Technology Solutions for Abstract Management
The right technology can dramatically reduce administrative burden while improving the experience for both submitters and reviewers.
Essential Platform Features
User-Friendly Submission Interface: Forms that guide submitters through requirements without being overly complex or time-consuming.
Automated Reviewer Assignment: Systems that can match reviewers to abstracts based on expertise keywords and availability while screening for conflicts.
Workflow Management: Tools that track submission and review progress, send automated reminders, and identify bottlenecks before they become problems.
Integration Capabilities: Platforms that connect with conference registration systems, program planning tools, and communication platforms to eliminate duplicate data entry.
Evaluation Criteria for Abstract Management Systems
Ease of Use: Can volunteers with limited technical experience manage the system effectively?
Customization Options: Can you adapt the platform to your specific field’s requirements and review processes?
Support and Reliability: What technical support is available during critical submission and review periods?
Cost Structure: How do costs scale with the number of submissions and reviewers?
Best Practices for Different Conference Types
Large Multi-Track Conferences (500+ presentations)
- Invest in robust technology platforms with automated features
- Develop detailed reviewer training and quality control processes
- Plan for multiple program committee members to share coordination responsibilities
- Build extra time into timelines for complexity management
Small Specialised Conferences (50-200 presentations)

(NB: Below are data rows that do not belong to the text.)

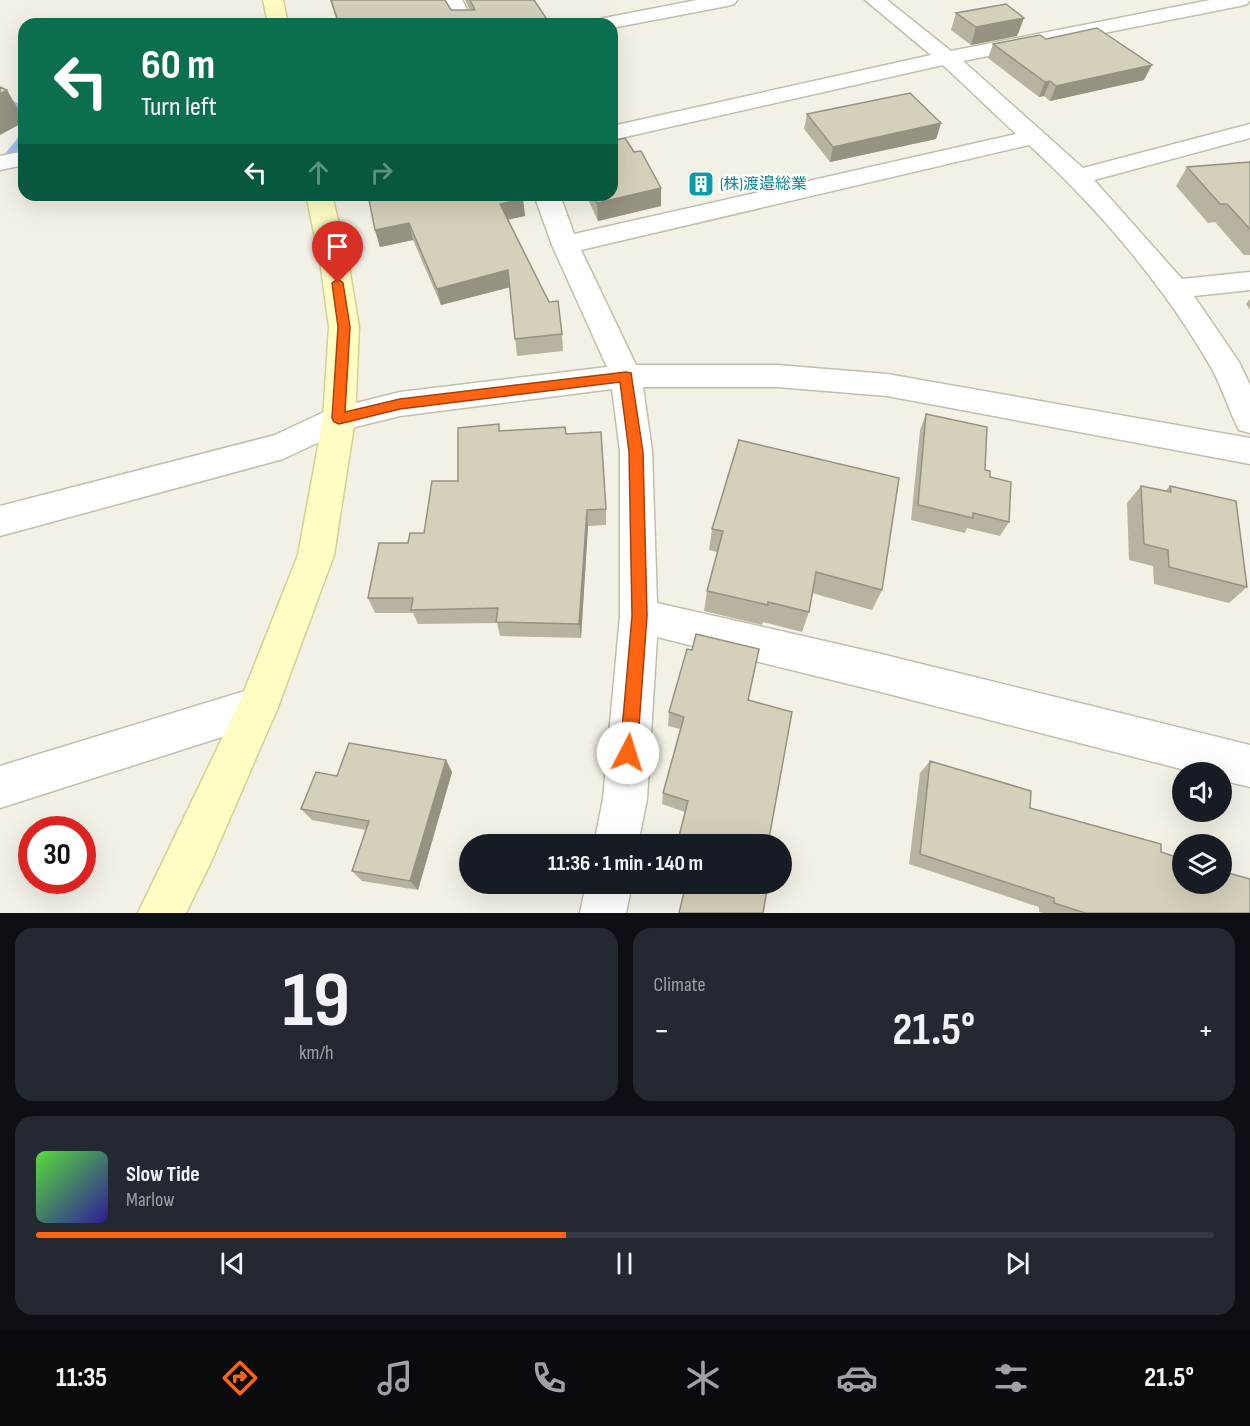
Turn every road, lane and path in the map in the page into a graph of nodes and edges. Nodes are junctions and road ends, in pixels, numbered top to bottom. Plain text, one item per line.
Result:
1 (273, 0) edge
2 (452, 0) edge
3 (727, 0) edge
4 (875, 0) edge
5 (1240, 0) edge
6 (277, 18) edge
7 (462, 18) edge
8 (618, 21) edge
9 (947, 58) junction
10 (1250, 131) edge
11 (618, 132) edge
12 (1032, 137) junction
13 (18, 159) edge
14 (0, 163) edge
15 (1078, 177) junction
16 (320, 201) edge
17 (549, 201) edge
18 (565, 245) junction
19 (1250, 281) edge
20 (1175, 289) junction
21 (626, 376) junction
22 (339, 418) junction
23 (1250, 421) edge
24 (1250, 451) edge
25 (0, 521) edge
26 (639, 616) junction
27 (258, 707) junction
28 (1250, 766) edge
29 (0, 787) edge
30 (618, 834) edge
31 (607, 894) edge
32 (161, 913) edge
33 (603, 913) edge

1 - 6 street
2 - 7 street
3 - 8 street
4 - 9 street
5 - 9 street
9 - 11 street
9 - 12 street
10 - 15 street
12 - 15 street
12 - 18 street
13 - 14 street
15 - 20 street
16 - 22 street
17 - 18 street
18 - 21 street
19 - 20 street
20 - 23 street
21 - 22 street
21 - 24 street
21 - 26 street
22 - 25 street
22 - 27 street
26 - 28 street
26 - 30 street
27 - 29 street
27 - 32 street
31 - 33 street

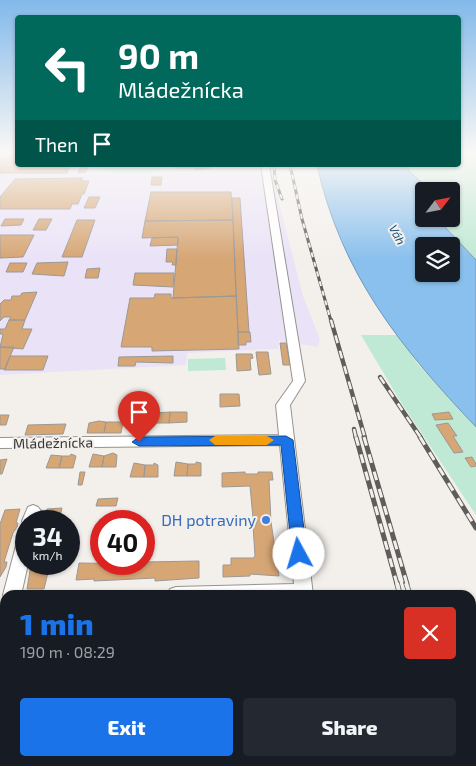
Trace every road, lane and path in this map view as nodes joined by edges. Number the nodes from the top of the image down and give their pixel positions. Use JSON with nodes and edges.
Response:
{"nodes":[{"id":1,"x":269,"y":188,"type":"edge"},
{"id":2,"x":286,"y":440,"type":"junction"},
{"id":3,"x":0,"y":443,"type":"edge"},
{"id":4,"x":17,"y":575,"type":"edge"},
{"id":5,"x":13,"y":590,"type":"edge"},
{"id":6,"x":304,"y":590,"type":"edge"}],
"edges":[{"from":1,"to":2,"type":"street"},
{"from":2,"to":3,"type":"street","name":"Mládežnícka"},
{"from":2,"to":6,"type":"street"},
{"from":4,"to":5,"type":"street"}]}
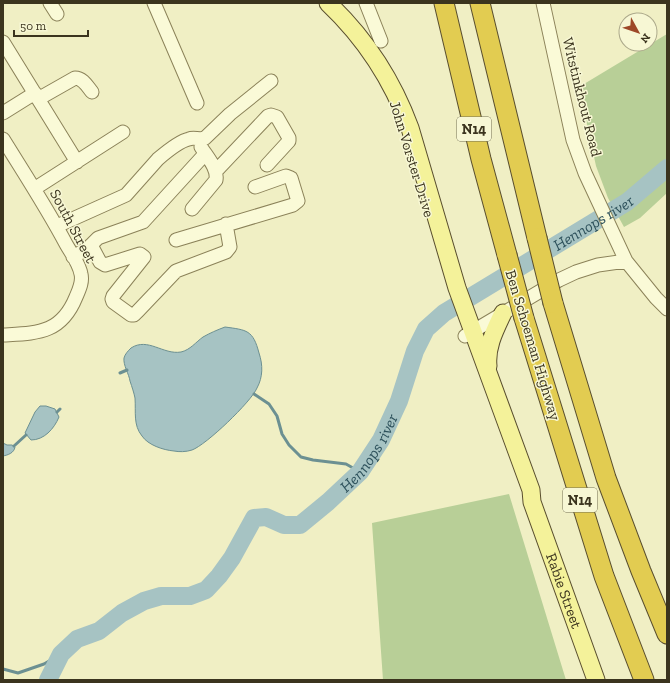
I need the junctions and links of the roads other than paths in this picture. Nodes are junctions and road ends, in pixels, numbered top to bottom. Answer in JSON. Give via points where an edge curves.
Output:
{"nodes":[{"id":1,"x":154,"y":3,"type":"edge"},
{"id":2,"x":321,"y":3,"type":"edge"},
{"id":3,"x":328,"y":3,"type":"edge"},
{"id":4,"x":366,"y":3,"type":"edge"},
{"id":5,"x":444,"y":3,"type":"edge"},
{"id":6,"x":480,"y":3,"type":"edge"},
{"id":7,"x":543,"y":3,"type":"edge"},
{"id":8,"x":382,"y":41,"type":"dead end"},
{"id":9,"x":3,"y":42,"type":"edge"},
{"id":10,"x":271,"y":81,"type":"dead end"},
{"id":11,"x":92,"y":92,"type":"dead end"},
{"id":12,"x":37,"y":96,"type":"junction"},
{"id":13,"x":197,"y":103,"type":"dead end"},
{"id":14,"x":3,"y":113,"type":"edge"},
{"id":15,"x":123,"y":132,"type":"dead end"},
{"id":16,"x":3,"y":139,"type":"edge"},
{"id":17,"x":196,"y":139,"type":"junction"},
{"id":18,"x":205,"y":154,"type":"junction"},
{"id":19,"x":77,"y":162,"type":"junction"},
{"id":20,"x":267,"y":165,"type":"dead end"},
{"id":21,"x":216,"y":171,"type":"junction"},
{"id":22,"x":255,"y":187,"type":"dead end"},
{"id":23,"x":34,"y":189,"type":"junction"},
{"id":24,"x":192,"y":209,"type":"dead end"},
{"id":25,"x":226,"y":224,"type":"junction"},
{"id":26,"x":57,"y":226,"type":"junction"},
{"id":27,"x":176,"y":240,"type":"dead end"},
{"id":28,"x":91,"y":245,"type":"junction"},
{"id":29,"x":73,"y":256,"type":"junction"},
{"id":30,"x":626,"y":261,"type":"junction"},
{"id":31,"x":453,"y":289,"type":"junction"},
{"id":32,"x":667,"y":309,"type":"edge"},
{"id":33,"x":503,"y":313,"type":"junction"},
{"id":34,"x":466,"y":327,"type":"junction"},
{"id":35,"x":3,"y":336,"type":"edge"},
{"id":36,"x":490,"y":379,"type":"junction"},
{"id":37,"x":532,"y":502,"type":"junction"},
{"id":38,"x":667,"y":634,"type":"edge"},
{"id":39,"x":596,"y":680,"type":"edge"},
{"id":40,"x":644,"y":680,"type":"edge"}],
"edges":[{"from":1,"to":13,"type":"street"},
{"from":2,"to":31,"type":"main road","name":"John Vorster Drive","via":[[364,49],[399,109]]},
{"from":3,"to":31,"type":"main road","name":"John Vorster Drive","via":[[367,46],[393,87],[410,128]]},
{"from":4,"to":8,"type":"street"},
{"from":5,"to":40,"type":"highway","name":"Ben Schoeman Highway","number":"N14","bridge":true,"via":[[481,159],[524,318],[604,576]]},
{"from":6,"to":38,"type":"highway","name":"Ben Schoeman Highway","number":"N14","bridge":true,"via":[[553,303],[606,478]]},
{"from":7,"to":30,"type":"street","name":"Witstinkhout Road","via":[[578,156]]},
{"from":9,"to":12,"type":"street"},
{"from":10,"to":17,"type":"street","via":[[205,138]]},
{"from":11,"to":12,"type":"street","via":[[79,78],[75,78]]},
{"from":12,"to":14,"type":"street"},
{"from":12,"to":19,"type":"street"},
{"from":15,"to":19,"type":"street"},
{"from":16,"to":23,"type":"street","name":"South Street"},
{"from":17,"to":18,"type":"street"},
{"from":17,"to":26,"type":"street","via":[[188,139],[164,153],[126,194]]},
{"from":18,"to":21,"type":"street"},
{"from":18,"to":28,"type":"street","via":[[143,222],[98,238]]},
{"from":19,"to":23,"type":"street"},
{"from":20,"to":21,"type":"street","via":[[289,140],[277,117],[271,115]]},
{"from":21,"to":24,"type":"street","via":[[216,180]]},
{"from":22,"to":25,"type":"street","via":[[289,176],[298,201],[293,206]]},
{"from":23,"to":26,"type":"street","name":"South Street"},
{"from":25,"to":27,"type":"street"},
{"from":25,"to":28,"type":"street","via":[[230,247],[226,252],[176,271],[134,315],[112,299],[144,257],[140,254],[105,265],[100,262]]},
{"from":26,"to":29,"type":"street","name":"South Street"},
{"from":28,"to":29,"type":"street"},
{"from":29,"to":35,"type":"street","name":"South Street","via":[[81,273],[80,286],[74,302],[58,324],[40,332]]},
{"from":30,"to":32,"type":"street","name":"Witstinkhout Road"},
{"from":30,"to":33,"type":"street","via":[[598,265],[576,272]]},
{"from":31,"to":34,"type":"main road","name":"John Vorster Drive"},
{"from":33,"to":34,"type":"street"},
{"from":33,"to":36,"type":"main road","via":[[489,348]]},
{"from":34,"to":36,"type":"main road","name":"Rabie Street"},
{"from":34,"to":37,"type":"main road","name":"Rabie Street","via":[[491,411]]},
{"from":36,"to":37,"type":"main road","name":"Rabie Street","via":[[531,490]]},
{"from":37,"to":39,"type":"main road","name":"Rabie Street"}]}
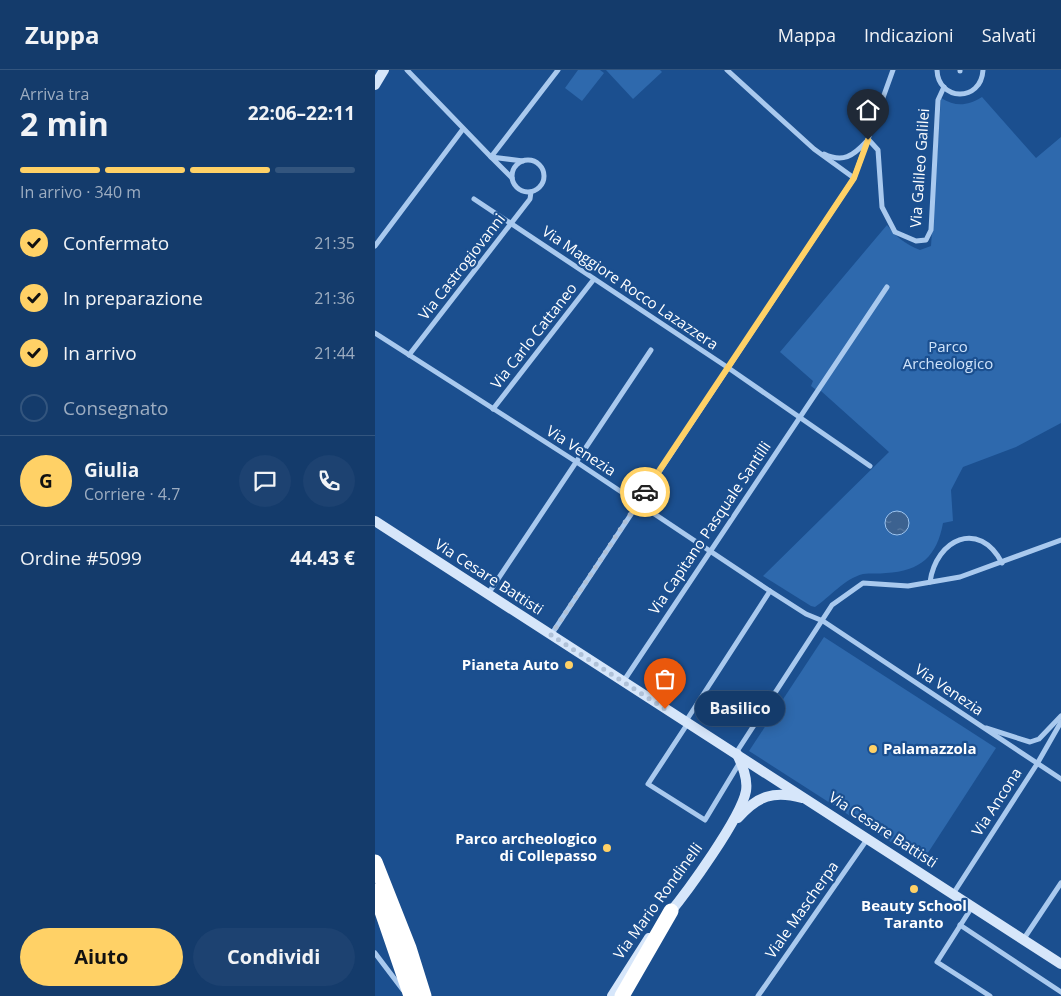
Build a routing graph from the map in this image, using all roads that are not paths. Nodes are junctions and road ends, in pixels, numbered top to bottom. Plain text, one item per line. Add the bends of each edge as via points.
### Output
1 (384, 70) edge
2 (407, 70) edge
3 (558, 70) edge
4 (727, 70) edge
5 (893, 70) edge
6 (937, 70) edge
7 (983, 70) edge
8 (375, 84) edge
9 (944, 87) junction
10 (463, 129) junction
11 (868, 140) junction
12 (814, 149) junction
13 (491, 157) junction
14 (523, 161) junction
15 (512, 178) junction
16 (854, 178) junction
17 (531, 192) junction
18 (474, 199) dead end
19 (511, 224) junction
20 (375, 246) edge
21 (594, 279) junction
22 (887, 287) dead end
23 (375, 333) edge
24 (651, 350) dead end
25 (409, 355) junction
26 (727, 367) junction
27 (493, 409) junction
28 (799, 418) junction
29 (575, 462) junction
30 (870, 466) dead end
31 (638, 503) junction
32 (375, 520) edge
33 (1061, 540) edge
34 (710, 551) junction
35 (1002, 563) junction
36 (930, 582) junction
37 (770, 591) junction
38 (488, 594) junction
39 (823, 621) junction
40 (551, 635) junction
41 (623, 682) junction
42 (1061, 716) edge
43 (1061, 722) edge
44 (687, 723) junction
45 (980, 726) junction
46 (738, 757) junction
47 (1037, 764) junction
48 (1061, 779) edge
49 (812, 802) junction
50 (727, 830) junction
51 (868, 838) junction
52 (375, 862) edge
53 (1061, 883) edge
54 (375, 890) edge
55 (953, 894) junction
56 (972, 906) junction
57 (671, 911) joint
58 (960, 925) junction
59 (1023, 940) junction
60 (403, 949) junction
61 (375, 953) edge
62 (1061, 964) edge
63 (1061, 992) edge
64 (615, 994) edge
65 (409, 996) edge
66 (424, 996) edge
67 (758, 996) edge
68 (990, 996) edge

1 - 8 main road
2 - 10 street
3 - 13 street
4 - 12 street
5 - 11 street
6 - 9 street
7 - 9 street via 980,83 970,92 956,94
9 - 11 street, Via Galileo Galilei via 938,100 931,230 926,240 916,241 895,232 882,207 878,150
10 - 13 street
10 - 20 street
11 - 12 street via 846,158 834,159
11 - 16 street
12 - 16 street
13 - 14 street
13 - 15 street
14 - 15 street via 513,169
14 - 17 street via 533,161 543,173 542,183
15 - 17 street via 521,190
16 - 26 street
17 - 19 street, Via Castrogiovanni via 530,199
18 - 19 street, Via Maggiore Rocco Lazazzera
19 - 21 street, Via Maggiore Rocco Lazazzera
19 - 25 street, Via Castrogiovanni
21 - 26 street, Via Maggiore Rocco Lazazzera
21 - 27 street, Via Carlo Cattaneo
22 - 28 street, Via Capitano Pasquale Santilli
23 - 25 street, Via Venezia
24 - 29 street
25 - 27 street, Via Venezia
26 - 28 street, Via Maggiore Rocco Lazazzera
26 - 31 street
27 - 29 street, Via Venezia
28 - 30 street, Via Maggiore Rocco Lazazzera
28 - 34 street, Via Capitano Pasquale Santilli
29 - 31 street, Via Venezia
29 - 38 street
31 - 34 street, Via Venezia
31 - 40 street
32 - 38 main road, Via Cesare Battisti
33 - 35 street
34 - 37 street, Via Venezia
34 - 41 street, Via Capitano Pasquale Santilli
35 - 36 street via 960,577
35 - 36 street via 986,543 974,538 960,539 950,543 941,553 932,567
36 - 39 street via 908,586 863,583 832,604
37 - 39 street, Via Venezia
37 - 44 street
38 - 40 main road, Via Cesare Battisti
39 - 45 street, Via Venezia
39 - 46 street
40 - 41 main road, Via Cesare Battisti
41 - 44 main road, Via Cesare Battisti
42 - 45 street via 1039,739 1030,742
43 - 47 street, Via Ancona
44 - 46 main road, Via Cesare Battisti
44 - 46 street via 648,784 705,820
45 - 47 street, Via Venezia
46 - 49 main road, Via Cesare Battisti
46 - 50 main road, Via Mario Rondinelli via 746,779 746,791
47 - 48 street, Via Venezia
47 - 55 street, Via Ancona
49 - 50 main road, Via Mario Rondinelli via 791,795 767,795 746,808
49 - 51 main road, Via Cesare Battisti
50 - 57 main road, Via Mario Rondinelli
51 - 55 main road, Via Cesare Battisti
51 - 67 street, Viale Mascherpa
52 - 60 highway
53 - 59 street
54 - 60 highway
55 - 56 main road, Via Cesare Battisti
56 - 58 street
56 - 59 main road, Via Cesare Battisti
57 - 64 highway
58 - 63 street
58 - 68 street via 937,962
59 - 62 main road, Via Cesare Battisti
60 - 65 highway
60 - 66 highway
61 - 65 street

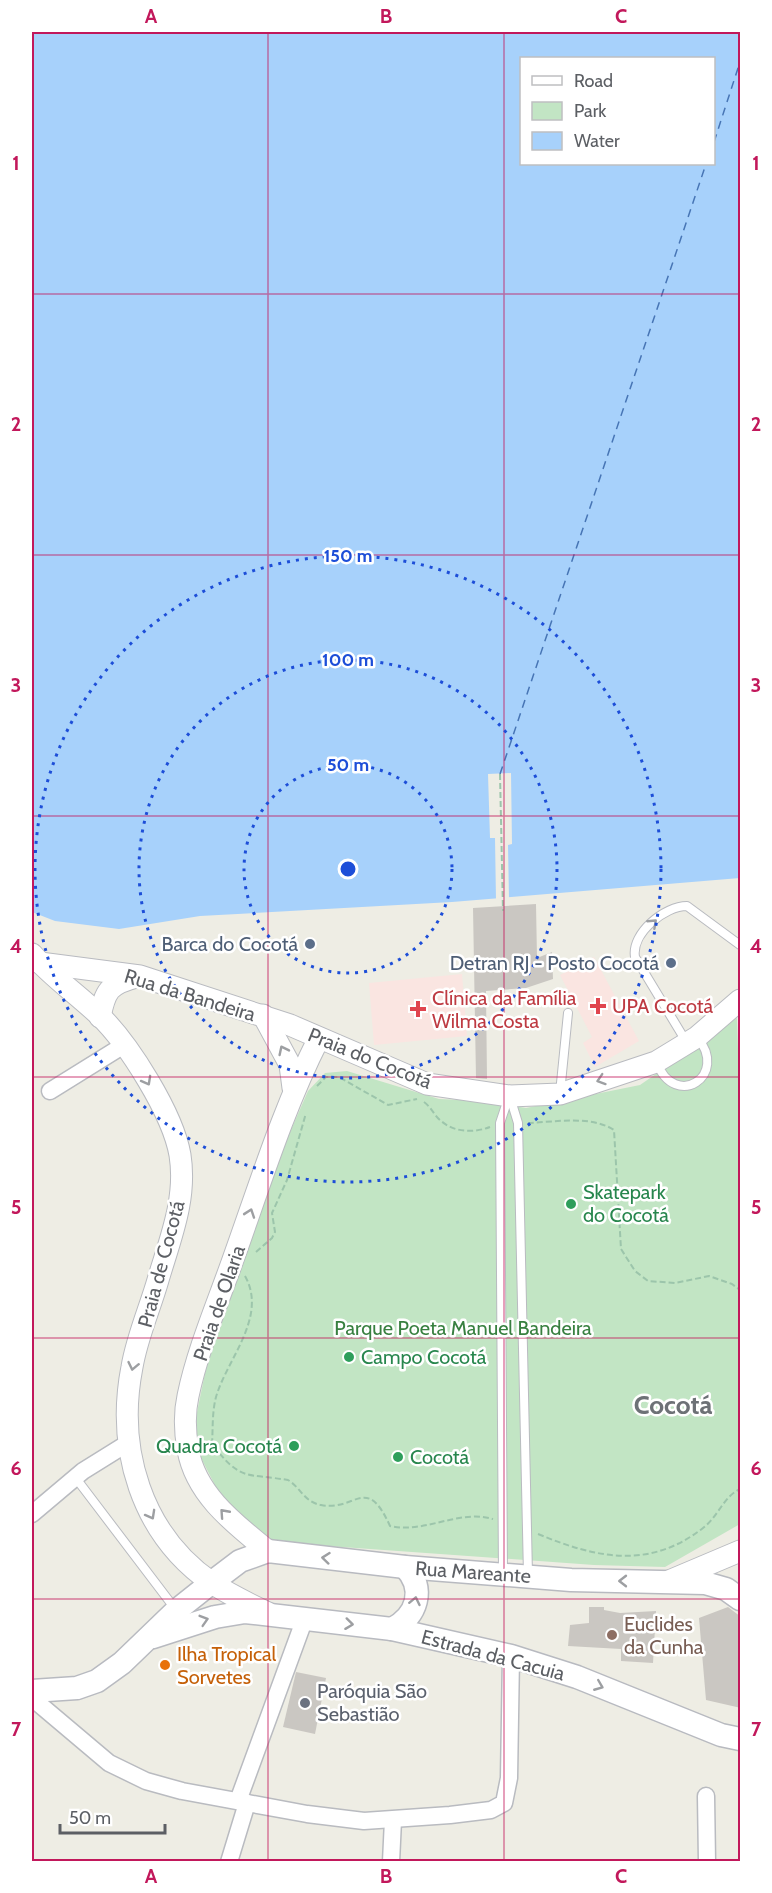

- Focus on personalized communication and relationship management
- Consider simplified review processes with program committee doing direct reviews
- Leverage personal networks for reviewer recruitment
- Emphasize community building aspects of the review process
Virtual or Hybrid Conferences
- Plan for different technical requirements for virtual presentations
- Consider time zone implications for international participants
- Develop clear guidelines for virtual presentation formats and interaction
- Test technology platforms thoroughly before submission deadlines
Common Mistakes to Avoid
Unrealistic Timelines: Allow adequate time for each phase, especially review processes that depend on volunteer availability.
Inadequate Communication: Keep submitters and reviewers informed throughout the process with regular updates and clear expectations.
Technology Overreliance: Have backup plans for technical failures and human support available during critical periods.
Ignoring Accessibility: Ensure your submission and review processes work for participants with disabilities and different technical capabilities.
Measuring Success
Track these metrics to improve your abstract management process:
Submission Metrics: Number of submissions, completion rates, and geographic/demographic diversity of submitters.
Review Process Efficiency: Reviewer completion rates, time to completion, and quality of reviews provided.
Program Quality: Attendee feedback on session quality, organization, and relevance.
Administrative Efficiency: Time spent by organizers on different aspects of abstract management.
Planning for Next Year
Use each conference cycle to improve your abstract management process:
Post-Conference Evaluation: Survey submitters, reviewers, and attendees about their experience and suggestions for improvement.
Process Documentation: Document lessons learned and process improvements for future organizers.
Relationship Maintenance: Maintain relationships with quality reviewers and consider how to expand your reviewer network.
Technology Assessment: Evaluate whether your current tools met your needs or if changes would improve efficiency and user experience.
Effective abstract management requires attention to detail, clear communication, and systems thinking. Focus on creating positive experiences for submitters and reviewers while maintaining the quality standards that make your conference valuable to the scholarly community.
The investment in good abstract management processes pays dividends in conference quality, participant satisfaction, and your association’s reputation within the scholarly community.